There are several disadvantages with earmarking mainly that the ex-spouse has no control over when benefits are taken or what investments the fund is in, and regular payments usually stop if the receiving ex-spouse remarries or if the pension holding member dies.
Pension sharing orders
Pension sharing separates the ex-spouse’s pension entitlement from the member’s pension giving a clean break. The Court decides how much of the pension rights should be allocated to the ex-spouse and the member’s benefits are reduced by the corresponding amount.
Existing pension annuity income, scheme pensions in payment and most drawdown pots can be shared. Any dependant’s, nominee’s or successor’s drawdown pots cannot be physically shared under an order, although the value of the pot may be taken in to account when reaching the divorce settlement.
Three considerations for sharing a pension already in payment:
1. Beware of restricted options for any tax-free portion
A pension transfer paid from previously crystallised funds is a ‘disqualifying pension credit’. This is uncrystallised funds but with the caveat that none of it can be paid as a pension commencement lump sum, or an uncrystallised funds pension lump sum.
Where scheme rules permit, a disqualifying pension credit can pay a serious ill-health lump sum and on death before taking any benefits, it can be settled as an uncrystallised lump sum death benefit, both subject to the usual LTA rules.
2. Is the ex-spouse eligible to apply for a lifetime allowance enhancement factor?
A pension credit factor increases the pension credit member’s personal lifetime allowance limit.
An individual qualifies for a pension credit factor if they receive a disqualifying pension credit on or after 6 April 2006 from a pension scheme where the original member became entitled to the pension in payment on or after 6 April 2006.
Where eligible the individual has to apply to HMRC within a specified deadline following the sharing order taking effect.
3. Has the ex-spouse reached minimum pension age?
Although one party has a pension already in payment, perhaps they are several years older than their ex-spouse or maybe they had a protected early pension age due to their occupation eg armed forces, deep sea diver etc, this does not mean the recipient of the pension credit can have immediate access.
When an individual receives a pension credit they have to reach normal minimum pension age or satisfy the ill-health rules before they can take any benefits. If there is a need for immediate income, then an attachment/ earmarking order may be a better solution. However, if the pension holding member is a higher rate taxpayer and the ex-spouse is a non or basic rate tax payer this could mean less cash for the ex-spouse.
Important planning on who will receive benefits on death
At the point of separation, it may be prudent to consider making a will and updating the expression of wish for any existing pension arrangements to make sure that current wishes are clear.
In relation to the expression of wish form, a separated spouse is still technically a dependant in HMRC terms.

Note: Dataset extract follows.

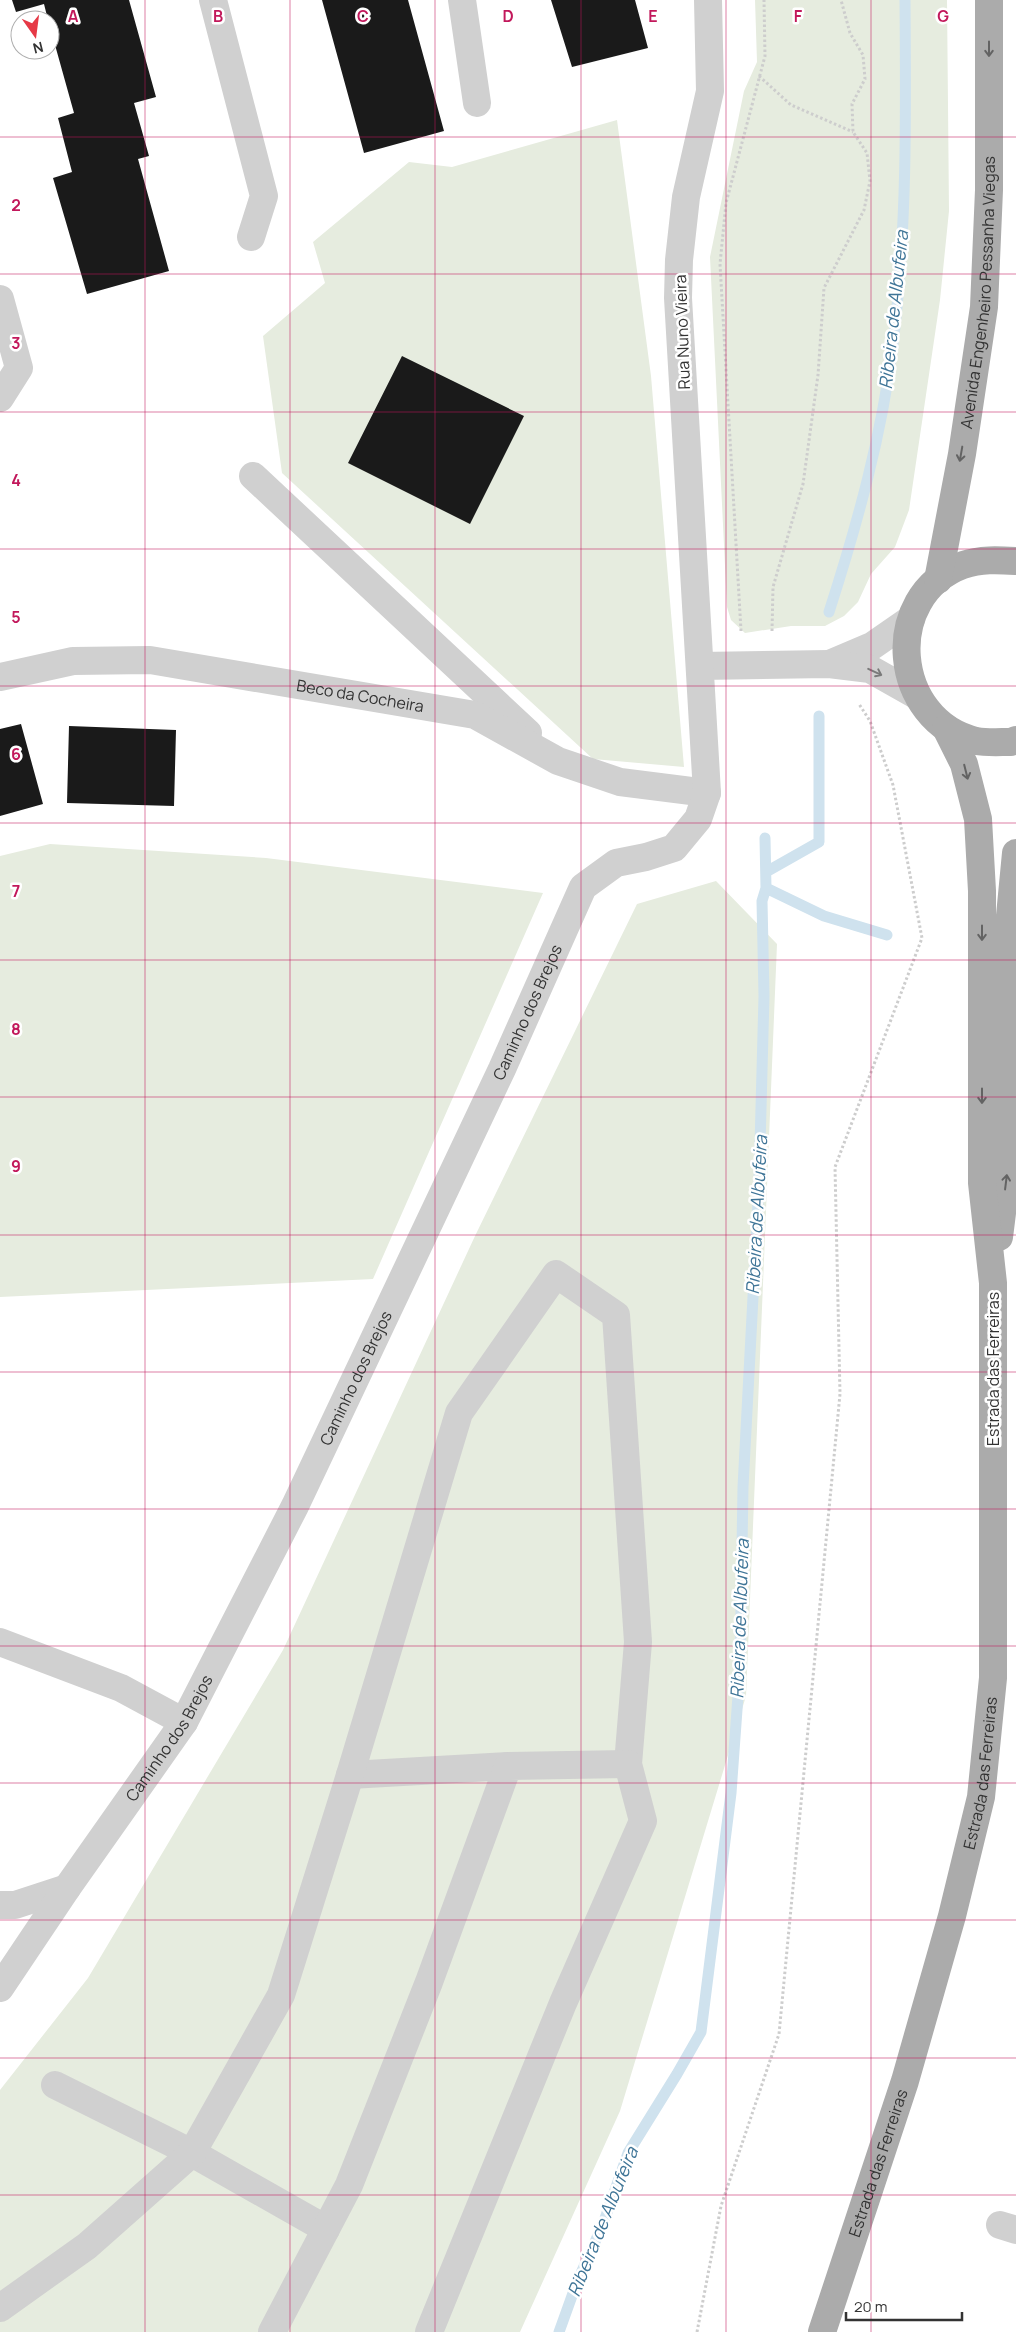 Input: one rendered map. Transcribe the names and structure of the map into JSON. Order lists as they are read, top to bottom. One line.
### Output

Where a pension scheme is set up on a discretionary basis, the scheme administrator will gather relevant information before deciding who should benefit. An up-to-date expression of wish form will help them with their decision making.
If a pension credit is set up in a separate defined contribution scheme which can offer the flexible death benefit options, ie dependant’s/ nominee’s drawdown, then also complete an expression of wish form for that scheme and keep it up to date. This is especially important when there may be a dependant at the date of death and children who have reached the age of 23 who are to be considered beneficiaries. If older children are nominated it means the scheme administrator can offer them the full range of death benefits available. If someone with three children (ages 25, 21 and 18) dies with no expression of wish form then the two dependent (younger) children could receive dependant’s drawdown but the child over 23 would only be entitled to a lump sum.